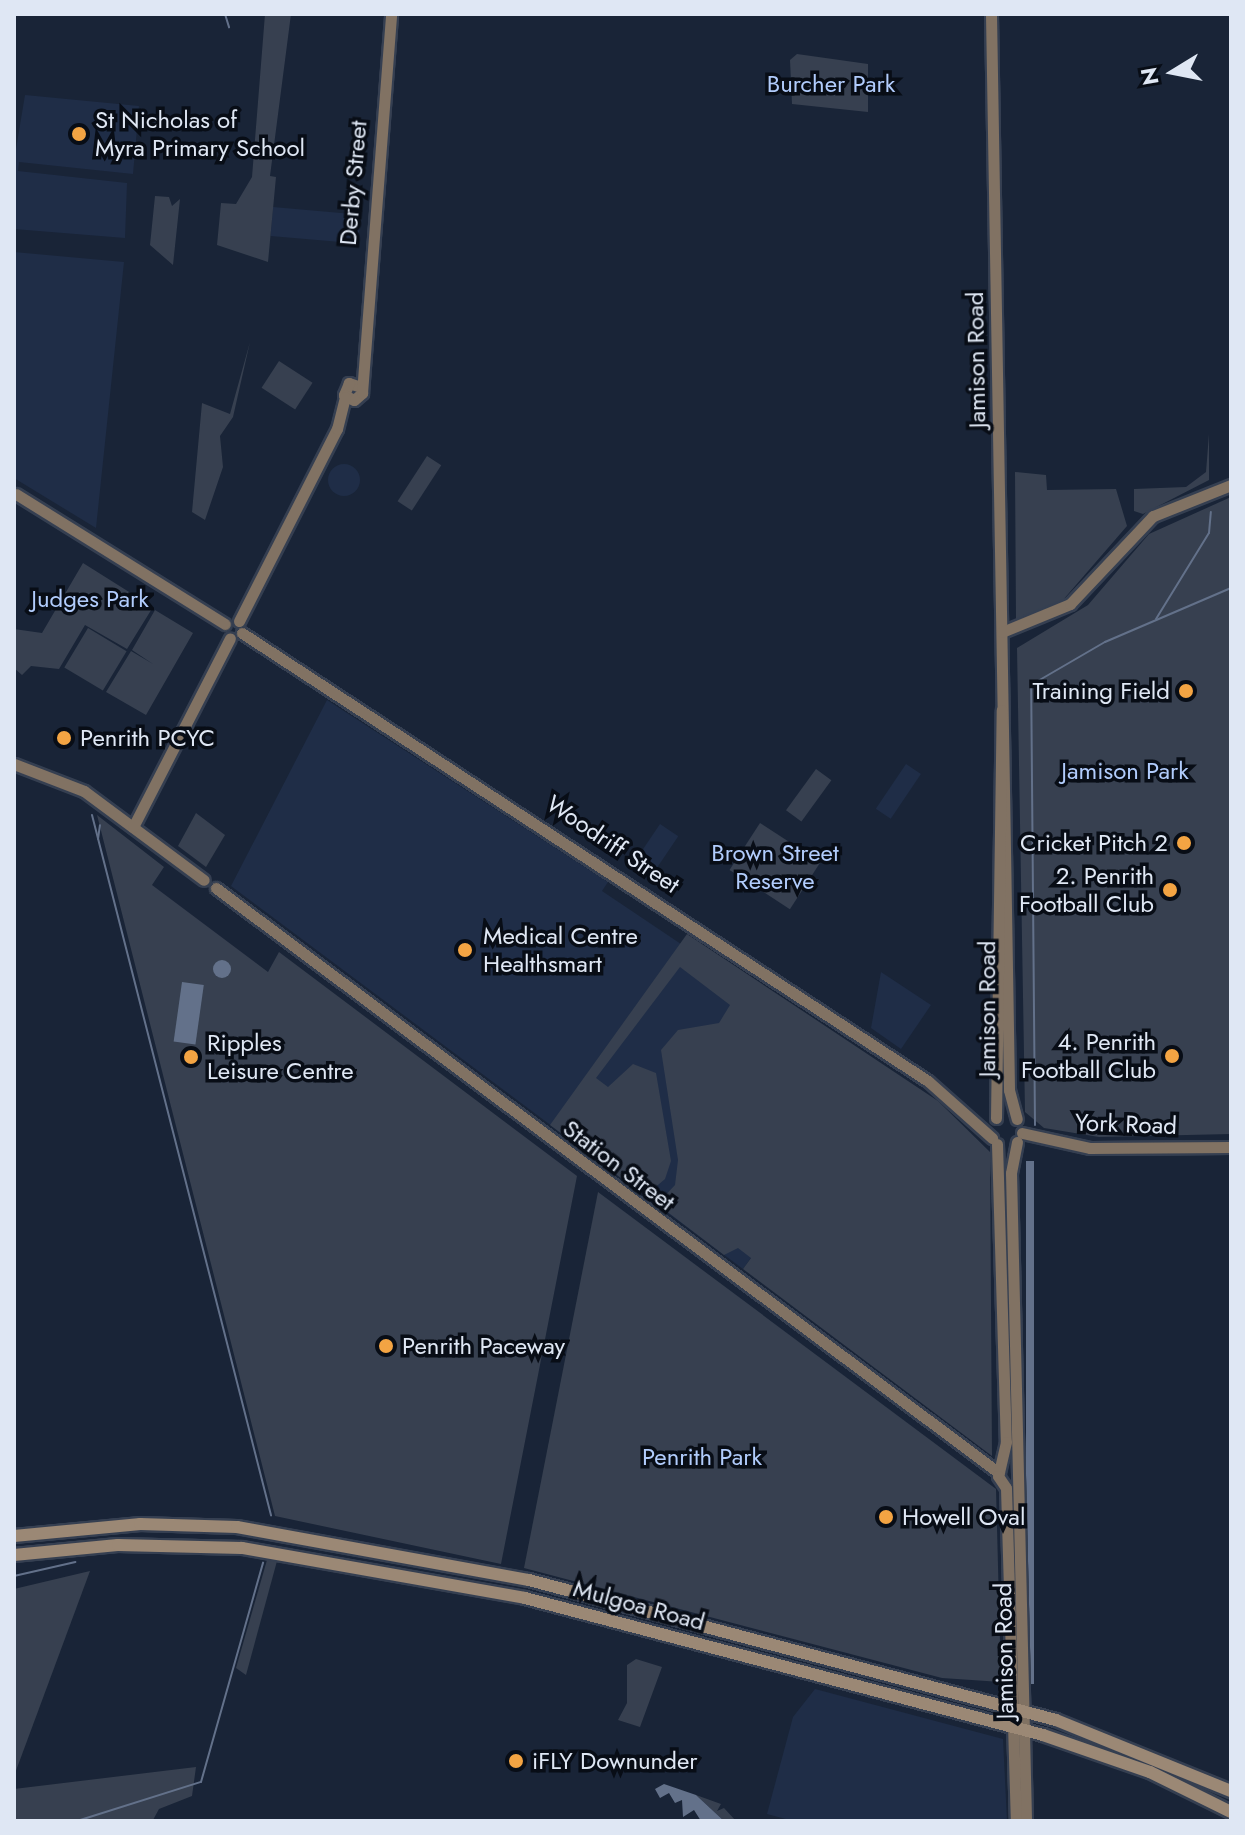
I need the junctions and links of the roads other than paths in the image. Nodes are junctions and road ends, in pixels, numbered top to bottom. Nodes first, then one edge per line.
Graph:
1 (391, 14) edge
2 (991, 14) edge
3 (1231, 485) edge
4 (15, 493) edge
5 (225, 624) junction
6 (241, 627) junction
7 (1002, 632) junction
8 (230, 638) junction
9 (1003, 706) junction
10 (14, 764) edge
11 (133, 827) junction
12 (954, 1099) junction
13 (996, 1118) junction
14 (1017, 1119) junction
15 (1019, 1138) junction
16 (994, 1141) junction
17 (1231, 1147) edge
18 (1019, 1468) junction
19 (1001, 1470) junction
20 (1022, 1481) junction
21 (1006, 1488) junction
22 (14, 1536) edge
23 (14, 1555) edge
24 (507, 1576) junction
25 (502, 1595) junction
26 (1012, 1710) junction
27 (1026, 1713) junction
28 (1013, 1727) junction
29 (1027, 1730) junction
30 (1231, 1791) edge
31 (1231, 1812) edge
32 (1016, 1821) edge
33 (1026, 1821) edge

1 - 6 street, Derby Street
2 - 7 street, Jamison Road
3 - 7 street
4 - 5 street
5 - 6 street
5 - 8 street
6 - 8 street
6 - 12 street, Woodriff Street
7 - 9 street, Jamison Road
8 - 11 street
9 - 13 street, Jamison Road
9 - 14 street, Jamison Road
10 - 11 street
11 - 19 street, Station Street
12 - 13 street, Woodriff Street
12 - 16 street, Woodriff Street
13 - 14 street
13 - 16 street, Jamison Road
14 - 15 street, Jamison Road
15 - 16 street, York Road
15 - 17 street, York Road
15 - 18 street
16 - 19 street
18 - 19 street
18 - 20 street, Jamison Road
19 - 21 street
20 - 21 street
20 - 27 street, Jamison Road
21 - 26 street, Jamison Road
22 - 24 main road, Mulgoa Road
23 - 25 main road, Mulgoa Road
24 - 25 main road
24 - 26 main road, Mulgoa Road
25 - 28 main road, Mulgoa Road
26 - 27 main road, Mulgoa Road
26 - 28 street, Jamison Road
27 - 29 street, Jamison Road
27 - 30 main road, Mulgoa Road
28 - 29 main road, Mulgoa Road
28 - 32 street, Jamison Road
29 - 31 main road, Mulgoa Road
29 - 33 street, Jamison Road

■ ■ ■ ■

#### [DIRECTIONS FOR THIS TASK]
Locate the word "main" in the data above. Copy every line carrying it.

#### [PROBLEM SOLUTION]
22 - 24 main road, Mulgoa Road
23 - 25 main road, Mulgoa Road
24 - 25 main road
24 - 26 main road, Mulgoa Road
25 - 28 main road, Mulgoa Road
26 - 27 main road, Mulgoa Road
27 - 30 main road, Mulgoa Road
28 - 29 main road, Mulgoa Road
29 - 31 main road, Mulgoa Road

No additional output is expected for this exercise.